[Start of Attachment]

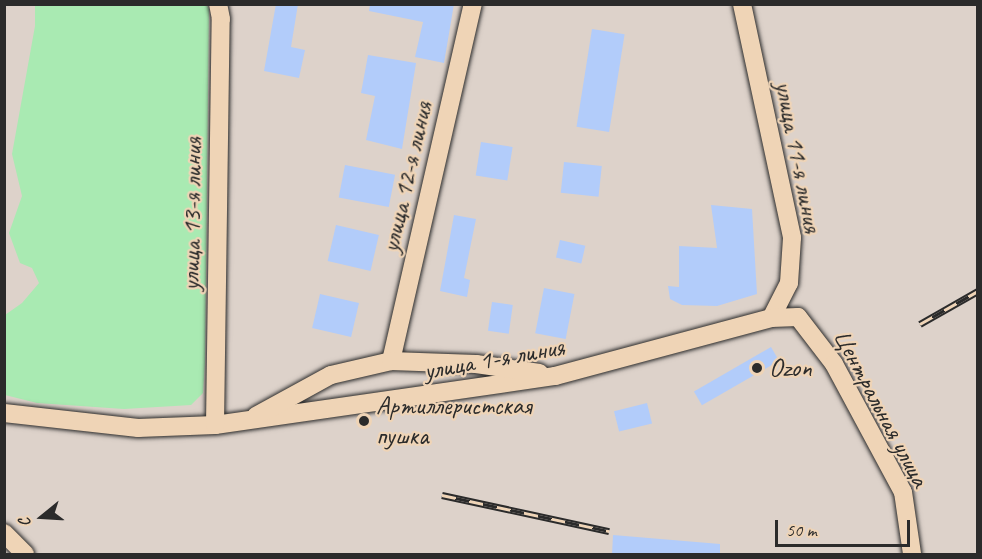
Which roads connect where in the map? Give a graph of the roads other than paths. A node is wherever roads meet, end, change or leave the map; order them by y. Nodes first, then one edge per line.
1 (218, 4) edge
2 (473, 4) edge
3 (742, 4) edge
4 (771, 318) junction
5 (391, 361) junction
6 (555, 376) junction
7 (4, 413) edge
8 (250, 420) junction
9 (215, 425) junction
10 (4, 533) edge
11 (25, 555) edge
12 (912, 555) edge

1 - 9 street, улица 13-я линия
2 - 5 street, улица 12-я линия
3 - 4 street, улица 11-я линия
4 - 6 street, улица 1-я линия
4 - 12 street, Центральная улица
5 - 6 street
5 - 8 street
6 - 8 street, улица 1-я линия
7 - 9 street, улица 1-я линия
8 - 9 street, улица 1-я линия
10 - 11 street

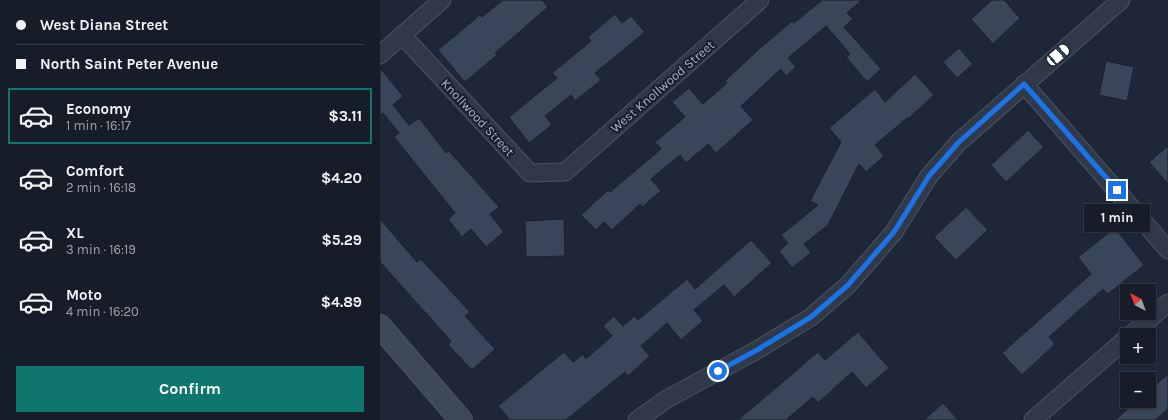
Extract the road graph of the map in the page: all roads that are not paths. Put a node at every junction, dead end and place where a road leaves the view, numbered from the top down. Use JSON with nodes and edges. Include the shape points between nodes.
{"nodes":[{"id":1,"x":442,"y":0,"type":"edge"},
{"id":2,"x":760,"y":0,"type":"edge"},
{"id":3,"x":1121,"y":0,"type":"edge"},
{"id":4,"x":402,"y":35,"type":"junction"},
{"id":5,"x":380,"y":55,"type":"edge"},
{"id":6,"x":1024,"y":84,"type":"junction"},
{"id":7,"x":565,"y":172,"type":"joint"},
{"id":8,"x":1168,"y":250,"type":"edge"},
{"id":9,"x":1168,"y":303,"type":"edge"},
{"id":10,"x":1139,"y":328,"type":"edge"},
{"id":11,"x":381,"y":329,"type":"edge"},
{"id":12,"x":1120,"y":344,"type":"edge"},
{"id":13,"x":461,"y":420,"type":"edge"},
{"id":14,"x":636,"y":420,"type":"edge"},
{"id":15,"x":1033,"y":420,"type":"edge"}],
"edges":[{"from":1,"to":4,"type":"street"},
{"from":2,"to":7,"type":"street","name":"West Knollwood Street"},
{"from":3,"to":6,"type":"street"},
{"from":4,"to":5,"type":"street"},
{"from":4,"to":7,"type":"street","name":"Knollwood Street","via":[[530,173]]},
{"from":6,"to":8,"type":"street"},
{"from":6,"to":14,"type":"street","via":[[959,142],[929,176],[894,232],[848,285],[811,317],[757,350],[667,398]]},
{"from":9,"to":10,"type":"street"},
{"from":11,"to":13,"type":"street"},
{"from":12,"to":15,"type":"street"}]}
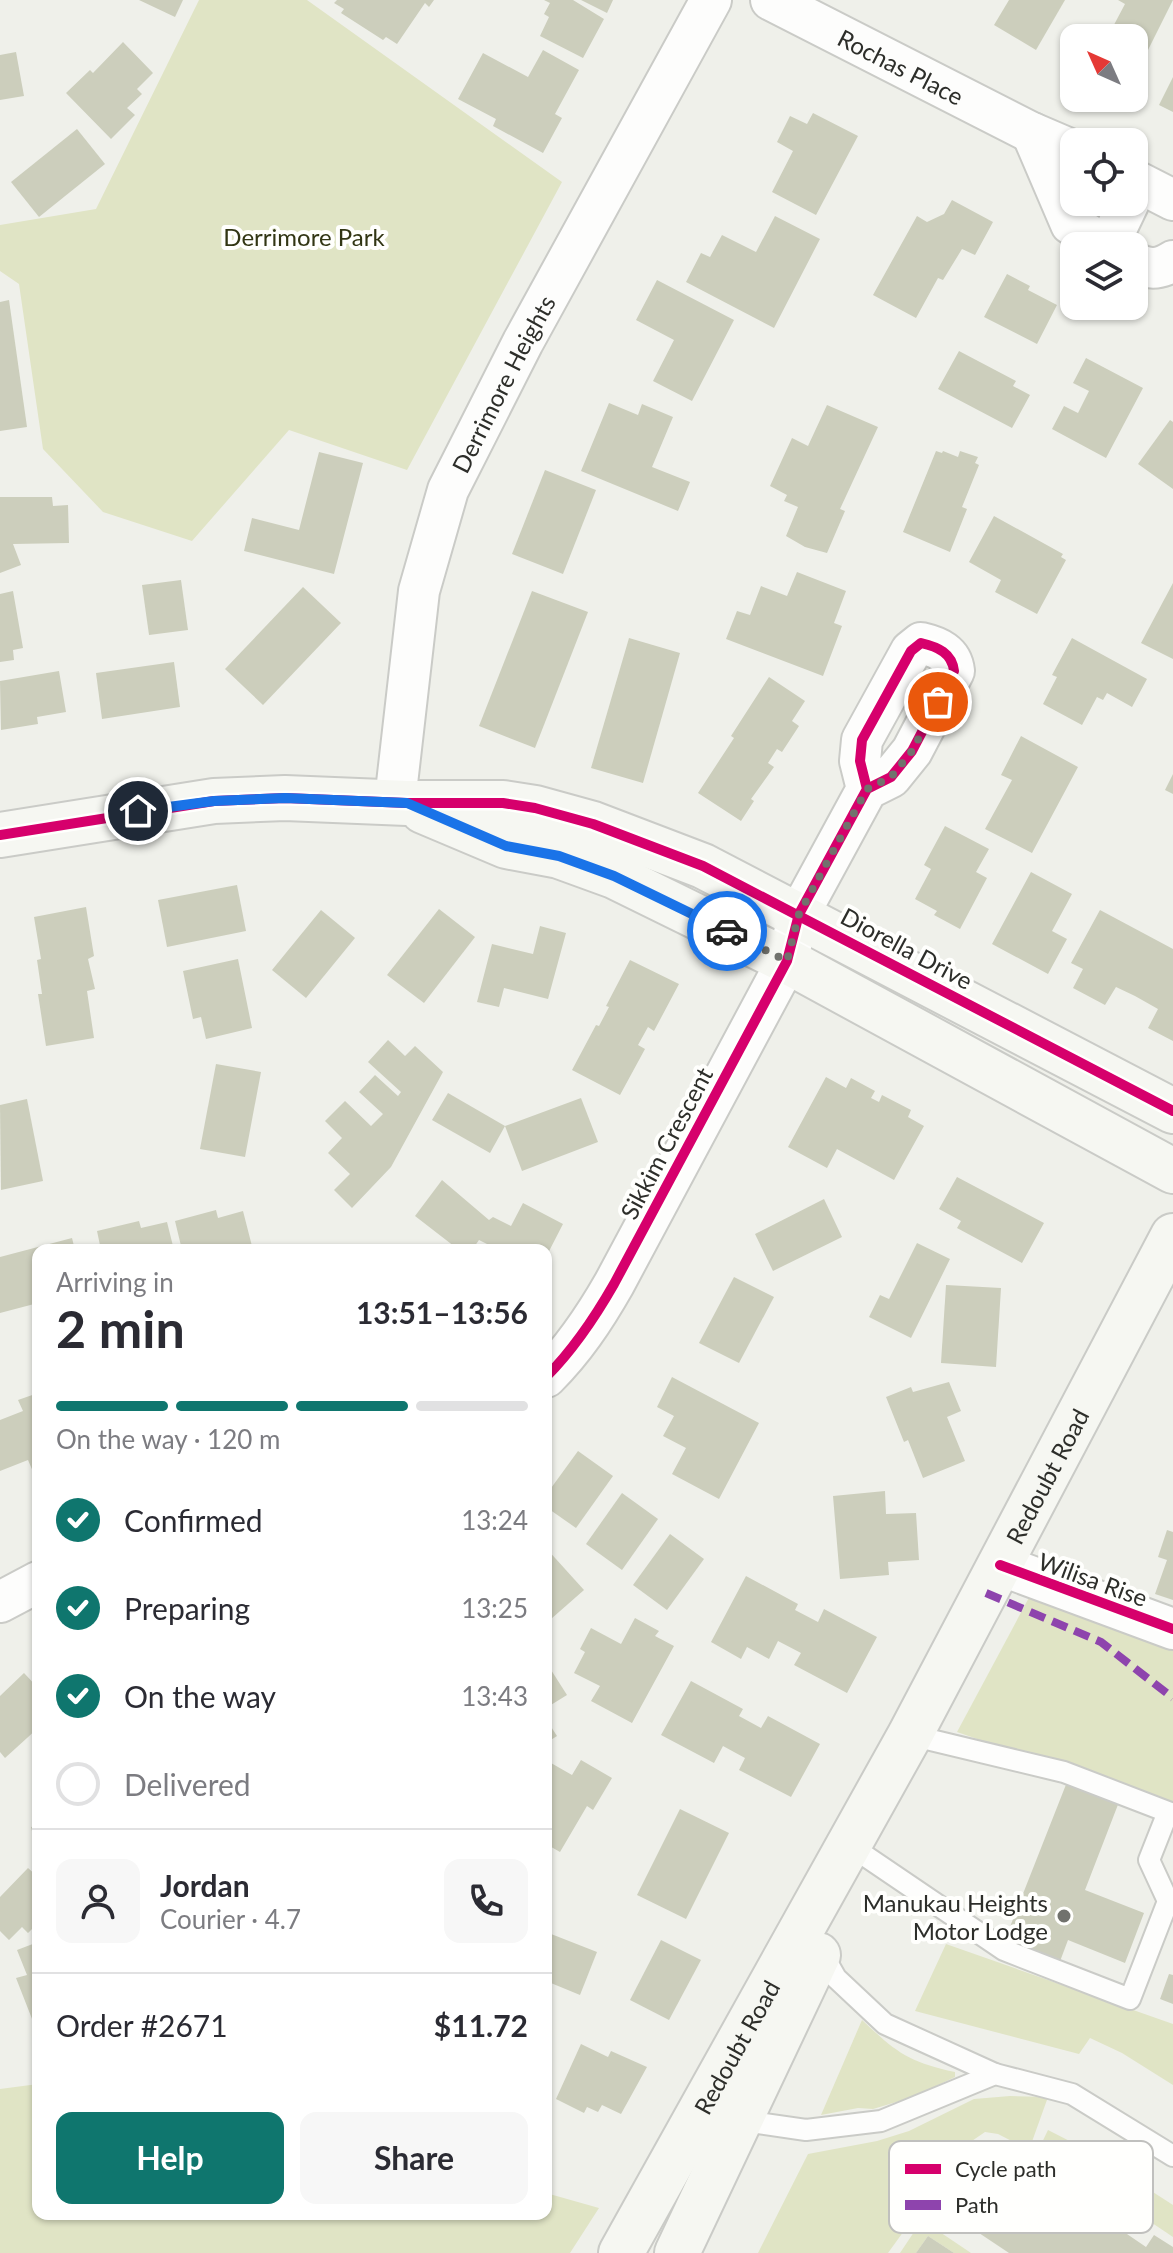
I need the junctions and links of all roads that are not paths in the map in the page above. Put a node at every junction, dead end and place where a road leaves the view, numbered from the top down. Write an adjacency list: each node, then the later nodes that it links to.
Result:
1 (711, 0): 9 (street, Derrimore Heights)
2 (771, 0): 3 (street, Rochas Place)
3 (1032, 133): 4 (street, Rochas Place); 5 (street)
4 (1060, 145)
5 (1084, 232)
6 (1173, 261): 7 (street)
7 (1148, 269)
8 (867, 789): 12 (street, Sikkim Crescent)
9 (401, 802): 10 (street, Diorella Drive); 11 (street, Diorella Drive)
10 (0, 835)
11 (582, 843): 12 (street, Diorella Drive); 13 (street, Diorella Drive)
12 (799, 914): 13 (street, Sikkim Crescent); 14 (street, Diorella Drive)
13 (787, 961): 15 (street, Diorella Drive); 19 (street, Sikkim Crescent)
14 (1015, 1028): 15 (street); 16 (street, Diorella Drive)
15 (991, 1072): 17 (street, Diorella Drive)
16 (1173, 1111)
17 (1173, 1171)
18 (1173, 1236): 20 (street, Redoubt Road)
19 (552, 1371)
20 (1000, 1565): 23 (street, Wilisa Rise); 24 (street, Redoubt Road)
21 (32, 1585): 22 (street)
22 (0, 1602)
23 (1173, 1629)
24 (904, 1746): 25 (lane); 26 (street, Redoubt Road); 29 (street, Redoubt Road)
25 (1171, 1813): 26 (lane)
26 (858, 1851): 27 (street, Redoubt Road)
27 (820, 1950): 28 (lane); 30 (street, Redoubt Road)
28 (995, 2074): 30 (lane); 31 (lane)
29 (696, 2120): 30 (lane); 34 (street, Redoubt Road)
30 (741, 2120): 35 (street, Redoubt Road)
31 (1149, 2141)
32 (1153, 2144): 33 (lane)
33 (1173, 2156)
34 (621, 2253)
35 (677, 2253)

[End of Attachment]

(What the exercise asks)
With the pictures omitted, the material is to be transcribed exactly.

(Solution for this exercise)
Which roads connect where in the map? Give a graph of the roads other than paths. A node is wherever roads meet, end, change or leave the map; order them by y. Nodes first, then one edge per line.
1 (218, 4) edge
2 (473, 4) edge
3 (742, 4) edge
4 (771, 318) junction
5 (391, 361) junction
6 (555, 376) junction
7 (4, 413) edge
8 (250, 420) junction
9 (215, 425) junction
10 (4, 533) edge
11 (25, 555) edge
12 (912, 555) edge

1 - 9 street, улица 13-я линия
2 - 5 street, улица 12-я линия
3 - 4 street, улица 11-я линия
4 - 6 street, улица 1-я линия
4 - 12 street, Центральная улица
5 - 6 street
5 - 8 street
6 - 8 street, улица 1-я линия
7 - 9 street, улица 1-я линия
8 - 9 street, улица 1-я линия
10 - 11 street

Extract the road graph of the map in the page: all roads that are not paths. Put a node at every junction, dead end and place where a road leaves the view, numbered from the top down. Use JSON with nodes and edges. Include the shape points between nodes.
{"nodes":[{"id":1,"x":442,"y":0,"type":"edge"},
{"id":2,"x":760,"y":0,"type":"edge"},
{"id":3,"x":1121,"y":0,"type":"edge"},
{"id":4,"x":402,"y":35,"type":"junction"},
{"id":5,"x":380,"y":55,"type":"edge"},
{"id":6,"x":1024,"y":84,"type":"junction"},
{"id":7,"x":565,"y":172,"type":"joint"},
{"id":8,"x":1168,"y":250,"type":"edge"},
{"id":9,"x":1168,"y":303,"type":"edge"},
{"id":10,"x":1139,"y":328,"type":"edge"},
{"id":11,"x":381,"y":329,"type":"edge"},
{"id":12,"x":1120,"y":344,"type":"edge"},
{"id":13,"x":461,"y":420,"type":"edge"},
{"id":14,"x":636,"y":420,"type":"edge"},
{"id":15,"x":1033,"y":420,"type":"edge"}],
"edges":[{"from":1,"to":4,"type":"street"},
{"from":2,"to":7,"type":"street","name":"West Knollwood Street"},
{"from":3,"to":6,"type":"street"},
{"from":4,"to":5,"type":"street"},
{"from":4,"to":7,"type":"street","name":"Knollwood Street","via":[[530,173]]},
{"from":6,"to":8,"type":"street"},
{"from":6,"to":14,"type":"street","via":[[959,142],[929,176],[894,232],[848,285],[811,317],[757,350],[667,398]]},
{"from":9,"to":10,"type":"street"},
{"from":11,"to":13,"type":"street"},
{"from":12,"to":15,"type":"street"}]}
I need the junctions and links of all roads that are not paths in the map in the page above. Put a node at every junction, dead end and place where a road leaves the view, numbered from the top down. Write an adjacency list: each node, then the later nodes that it links to.
Result:
1 (711, 0): 9 (street, Derrimore Heights)
2 (771, 0): 3 (street, Rochas Place)
3 (1032, 133): 4 (street, Rochas Place); 5 (street)
4 (1060, 145)
5 (1084, 232)
6 (1173, 261): 7 (street)
7 (1148, 269)
8 (867, 789): 12 (street, Sikkim Crescent)
9 (401, 802): 10 (street, Diorella Drive); 11 (street, Diorella Drive)
10 (0, 835)
11 (582, 843): 12 (street, Diorella Drive); 13 (street, Diorella Drive)
12 (799, 914): 13 (street, Sikkim Crescent); 14 (street, Diorella Drive)
13 (787, 961): 15 (street, Diorella Drive); 19 (street, Sikkim Crescent)
14 (1015, 1028): 15 (street); 16 (street, Diorella Drive)
15 (991, 1072): 17 (street, Diorella Drive)
16 (1173, 1111)
17 (1173, 1171)
18 (1173, 1236): 20 (street, Redoubt Road)
19 (552, 1371)
20 (1000, 1565): 23 (street, Wilisa Rise); 24 (street, Redoubt Road)
21 (32, 1585): 22 (street)
22 (0, 1602)
23 (1173, 1629)
24 (904, 1746): 25 (lane); 26 (street, Redoubt Road); 29 (street, Redoubt Road)
25 (1171, 1813): 26 (lane)
26 (858, 1851): 27 (street, Redoubt Road)
27 (820, 1950): 28 (lane); 30 (street, Redoubt Road)
28 (995, 2074): 30 (lane); 31 (lane)
29 (696, 2120): 30 (lane); 34 (street, Redoubt Road)
30 (741, 2120): 35 (street, Redoubt Road)
31 (1149, 2141)
32 (1153, 2144): 33 (lane)
33 (1173, 2156)
34 (621, 2253)
35 (677, 2253)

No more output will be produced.